■ **Work instruction**:
Find how many lines in the material contain "芙蓉西一街"; your answer should be that number alone.
[Information provided Boundary: Start]
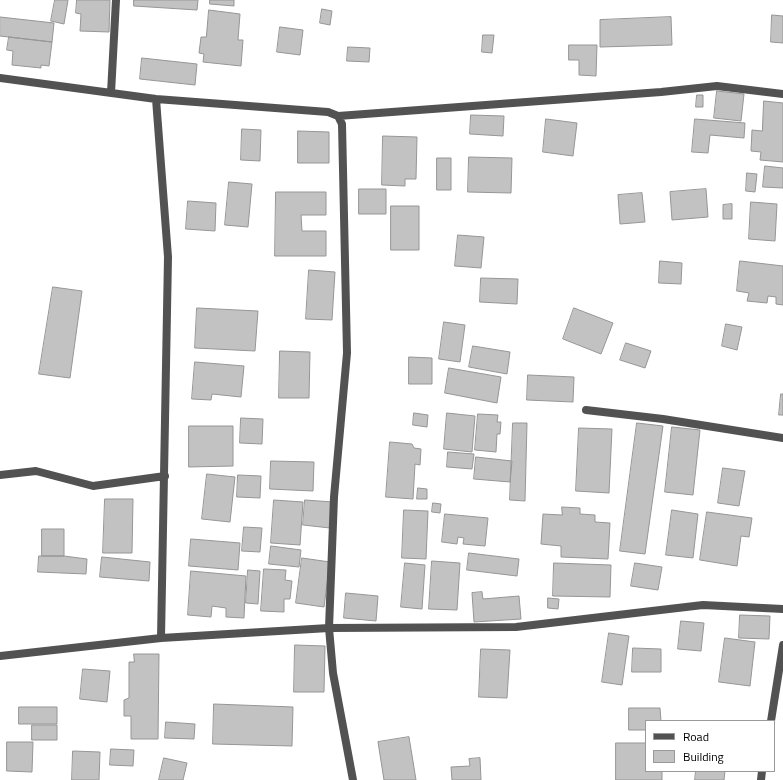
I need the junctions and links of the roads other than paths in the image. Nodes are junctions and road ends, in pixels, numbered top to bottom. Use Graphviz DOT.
graph roads {
  1 [pos="116,0"];
  2 [pos="0,78"];
  3 [pos="111,93"];
  4 [pos="783,94"];
  5 [pos="156,99"];
  6 [pos="338,116"];
  7 [pos="586,410"];
  8 [pos="783,438"];
  9 [pos="0,475"];
  10 [pos="165,476"];
  11 [pos="783,609"];
  12 [pos="329,628"];
  13 [pos="160,638"];
  14 [pos="783,645"];
  15 [pos="0,656"];
  16 [pos="771,720"];
  17 [pos="352,780"];
  1 -- 3 [label="street"];
  2 -- 3 [label="street"];
  3 -- 5 [label="street"];
  4 -- 6 [label="street"];
  5 -- 6 [label="street"];
  5 -- 10 [label="street"];
  6 -- 12 [label="street"];
  7 -- 8 [label="street"];
  9 -- 10 [label="street"];
  10 -- 13 [label="street"];
  11 -- 12 [label="street"];
  12 -- 13 [label="street"];
  12 -- 17 [label="street"];
  13 -- 15 [label="street"];
  14 -- 16 [label="street"];
}
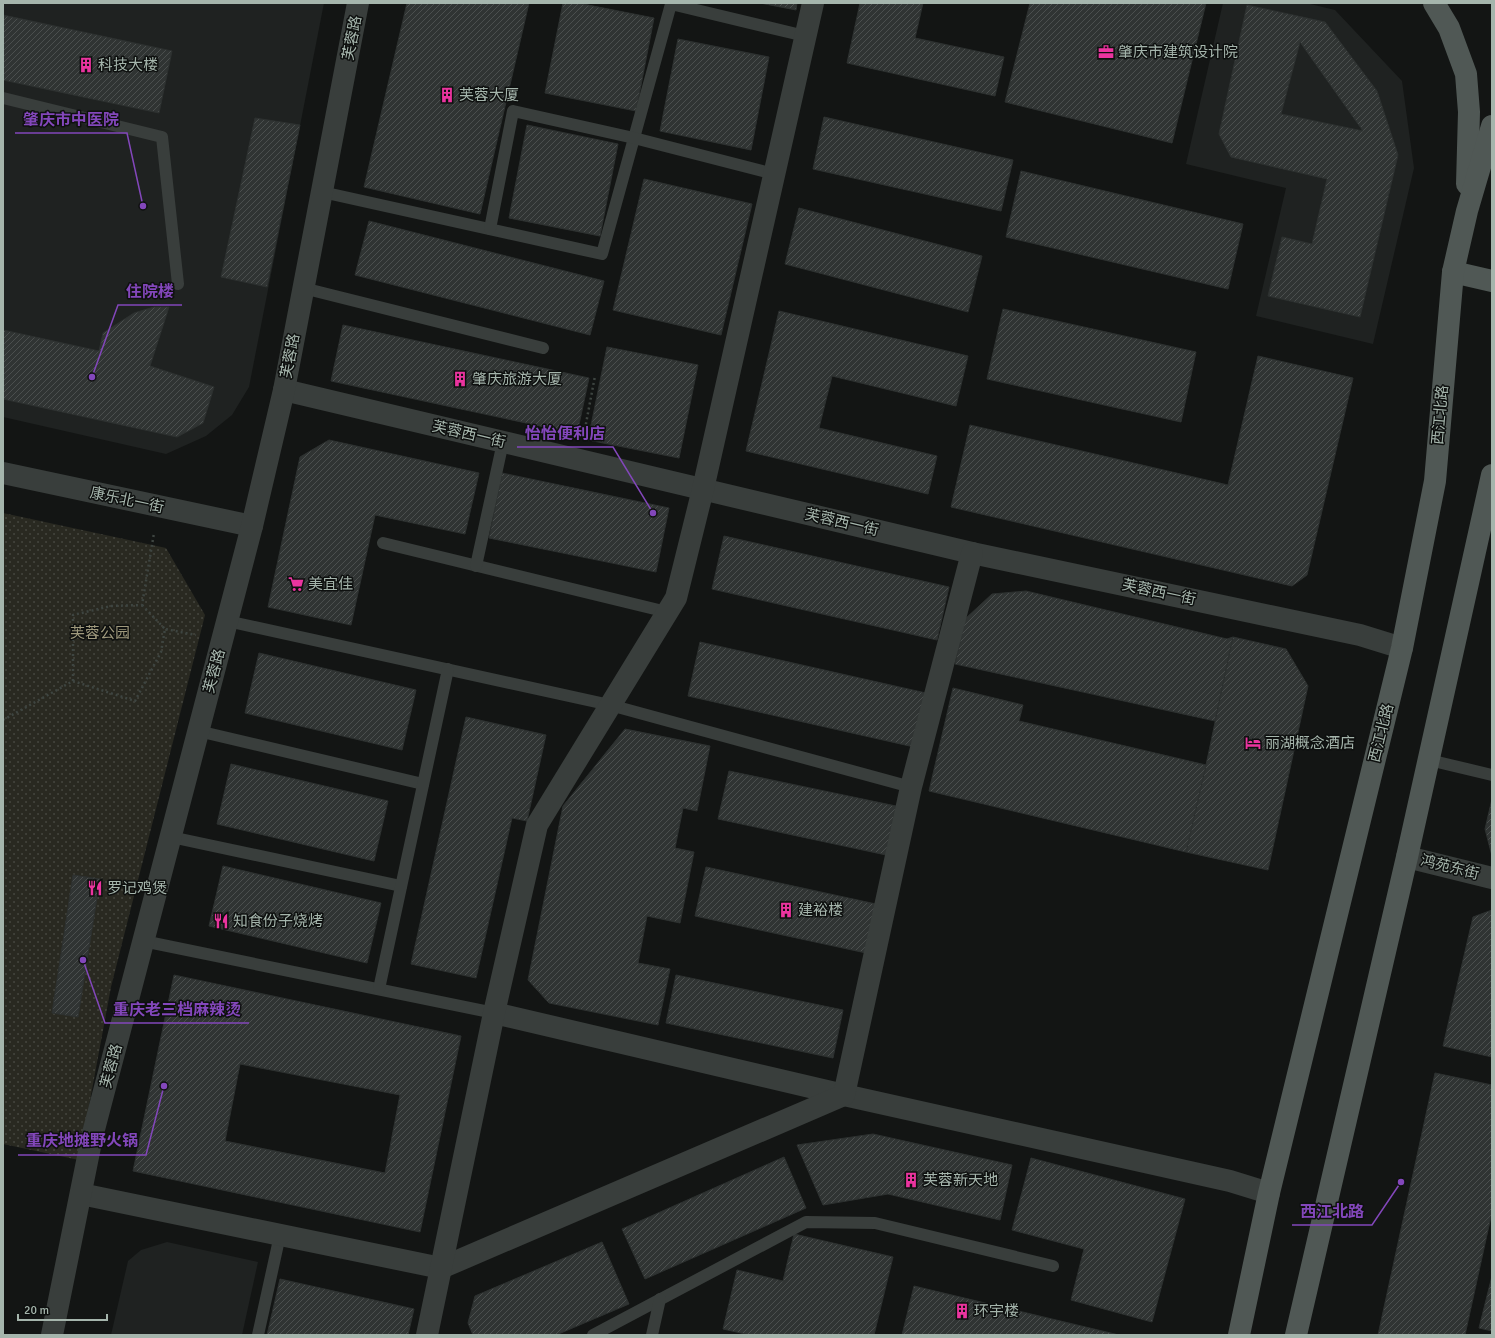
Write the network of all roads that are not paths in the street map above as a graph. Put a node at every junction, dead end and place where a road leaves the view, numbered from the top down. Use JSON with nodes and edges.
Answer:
{"nodes":[{"id":1,"x":358,"y":3,"type":"edge"},
{"id":2,"x":813,"y":3,"type":"edge"},
{"id":3,"x":1434,"y":3,"type":"edge"},
{"id":4,"x":805,"y":36,"type":"junction"},
{"id":5,"x":3,"y":98,"type":"edge"},
{"id":6,"x":1492,"y":126,"type":"edge"},
{"id":7,"x":634,"y":138,"type":"junction"},
{"id":8,"x":774,"y":174,"type":"junction"},
{"id":9,"x":322,"y":192,"type":"junction"},
{"id":10,"x":1467,"y":211,"type":"junction"},
{"id":11,"x":490,"y":229,"type":"junction"},
{"id":12,"x":1453,"y":272,"type":"junction"},
{"id":13,"x":1492,"y":281,"type":"edge"},
{"id":14,"x":178,"y":284,"type":"dead end"},
{"id":15,"x":303,"y":288,"type":"junction"},
{"id":16,"x":543,"y":348,"type":"dead end"},
{"id":17,"x":284,"y":390,"type":"junction"},
{"id":18,"x":503,"y":442,"type":"junction"},
{"id":19,"x":3,"y":473,"type":"edge"},
{"id":20,"x":1492,"y":475,"type":"edge"},
{"id":21,"x":1492,"y":479,"type":"edge"},
{"id":22,"x":703,"y":489,"type":"junction"},
{"id":23,"x":252,"y":526,"type":"junction"},
{"id":24,"x":383,"y":544,"type":"dead end"},
{"id":25,"x":972,"y":553,"type":"junction"},
{"id":26,"x":476,"y":566,"type":"junction"},
{"id":27,"x":667,"y":612,"type":"junction"},
{"id":28,"x":224,"y":631,"type":"junction"},
{"id":29,"x":1402,"y":648,"type":"junction"},
{"id":30,"x":448,"y":669,"type":"junction"},
{"id":31,"x":610,"y":705,"type":"junction"},
{"id":32,"x":198,"y":731,"type":"junction"},
{"id":33,"x":1429,"y":760,"type":"junction"},
{"id":34,"x":1492,"y":775,"type":"edge"},
{"id":35,"x":423,"y":784,"type":"junction"},
{"id":36,"x":911,"y":787,"type":"junction"},
{"id":37,"x":171,"y":837,"type":"junction"},
{"id":38,"x":1407,"y":857,"type":"junction"},
{"id":39,"x":1492,"y":878,"type":"edge"},
{"id":40,"x":401,"y":886,"type":"junction"},
{"id":41,"x":144,"y":941,"type":"junction"},
{"id":42,"x":379,"y":989,"type":"junction"},
{"id":43,"x":494,"y":1013,"type":"junction"},
{"id":44,"x":844,"y":1095,"type":"junction"},
{"id":45,"x":1269,"y":1193,"type":"junction"},
{"id":46,"x":81,"y":1194,"type":"junction"},
{"id":47,"x":280,"y":1234,"type":"junction"},
{"id":48,"x":1053,"y":1266,"type":"dead end"},
{"id":49,"x":441,"y":1268,"type":"junction"},
{"id":50,"x":660,"y":1299,"type":"junction"},
{"id":51,"x":52,"y":1335,"type":"edge"},
{"id":52,"x":258,"y":1335,"type":"edge"},
{"id":53,"x":427,"y":1335,"type":"edge"},
{"id":54,"x":593,"y":1335,"type":"edge"},
{"id":55,"x":652,"y":1335,"type":"edge"},
{"id":56,"x":1239,"y":1335,"type":"edge"},
{"id":57,"x":1296,"y":1335,"type":"edge"}],
"edges":[{"from":1,"to":9,"type":"street","name":"芙蓉路"},
{"from":2,"to":4,"type":"street"},
{"from":3,"to":10,"type":"main road"},
{"from":4,"to":7,"type":"lane"},
{"from":4,"to":8,"type":"street"},
{"from":5,"to":14,"type":"lane"},
{"from":6,"to":10,"type":"main road","name":"西江北路"},
{"from":7,"to":8,"type":"lane"},
{"from":7,"to":11,"type":"lane"},
{"from":7,"to":11,"type":"lane"},
{"from":8,"to":22,"type":"street"},
{"from":9,"to":11,"type":"lane"},
{"from":9,"to":15,"type":"street","name":"芙蓉路"},
{"from":10,"to":12,"type":"main road","name":"西江北路"},
{"from":12,"to":13,"type":"main road"},
{"from":12,"to":29,"type":"main road","name":"西江北路"},
{"from":15,"to":16,"type":"lane"},
{"from":15,"to":17,"type":"street","name":"芙蓉路"},
{"from":17,"to":18,"type":"street","name":"芙蓉西一街"},
{"from":17,"to":23,"type":"street","name":"芙蓉路"},
{"from":18,"to":22,"type":"street","name":"芙蓉西一街"},
{"from":18,"to":26,"type":"lane"},
{"from":19,"to":23,"type":"street","name":"康乐北一街"},
{"from":20,"to":21,"type":"main road"},
{"from":21,"to":33,"type":"main road"},
{"from":22,"to":25,"type":"street","name":"芙蓉西一街"},
{"from":22,"to":27,"type":"street"},
{"from":23,"to":28,"type":"street","name":"芙蓉路"},
{"from":24,"to":26,"type":"lane"},
{"from":25,"to":29,"type":"street","name":"芙蓉西一街"},
{"from":25,"to":36,"type":"street"},
{"from":26,"to":27,"type":"lane"},
{"from":27,"to":31,"type":"street"},
{"from":28,"to":30,"type":"lane"},
{"from":28,"to":32,"type":"street","name":"芙蓉路"},
{"from":29,"to":45,"type":"main road","name":"西江北路"},
{"from":30,"to":31,"type":"lane"},
{"from":30,"to":35,"type":"lane"},
{"from":31,"to":36,"type":"lane"},
{"from":31,"to":43,"type":"street"},
{"from":32,"to":35,"type":"lane"},
{"from":32,"to":37,"type":"street","name":"芙蓉路"},
{"from":33,"to":34,"type":"lane"},
{"from":33,"to":38,"type":"main road"},
{"from":35,"to":40,"type":"lane"},
{"from":36,"to":44,"type":"street"},
{"from":37,"to":40,"type":"lane"},
{"from":37,"to":41,"type":"street","name":"芙蓉路"},
{"from":38,"to":39,"type":"street","name":"鸿苑东街"},
{"from":38,"to":57,"type":"main road"},
{"from":40,"to":42,"type":"lane"},
{"from":41,"to":42,"type":"lane"},
{"from":41,"to":46,"type":"street","name":"芙蓉路"},
{"from":42,"to":43,"type":"lane"},
{"from":43,"to":44,"type":"street"},
{"from":43,"to":49,"type":"street"},
{"from":44,"to":45,"type":"street"},
{"from":44,"to":49,"type":"street"},
{"from":45,"to":56,"type":"main road","name":"西江北路"},
{"from":46,"to":47,"type":"street"},
{"from":46,"to":51,"type":"street","name":"芙蓉路"},
{"from":47,"to":49,"type":"street"},
{"from":47,"to":52,"type":"lane"},
{"from":48,"to":50,"type":"lane"},
{"from":49,"to":53,"type":"street"},
{"from":50,"to":54,"type":"lane"},
{"from":50,"to":55,"type":"lane"}]}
[Information provided Boundary: End]
■ **Exercise result**:
4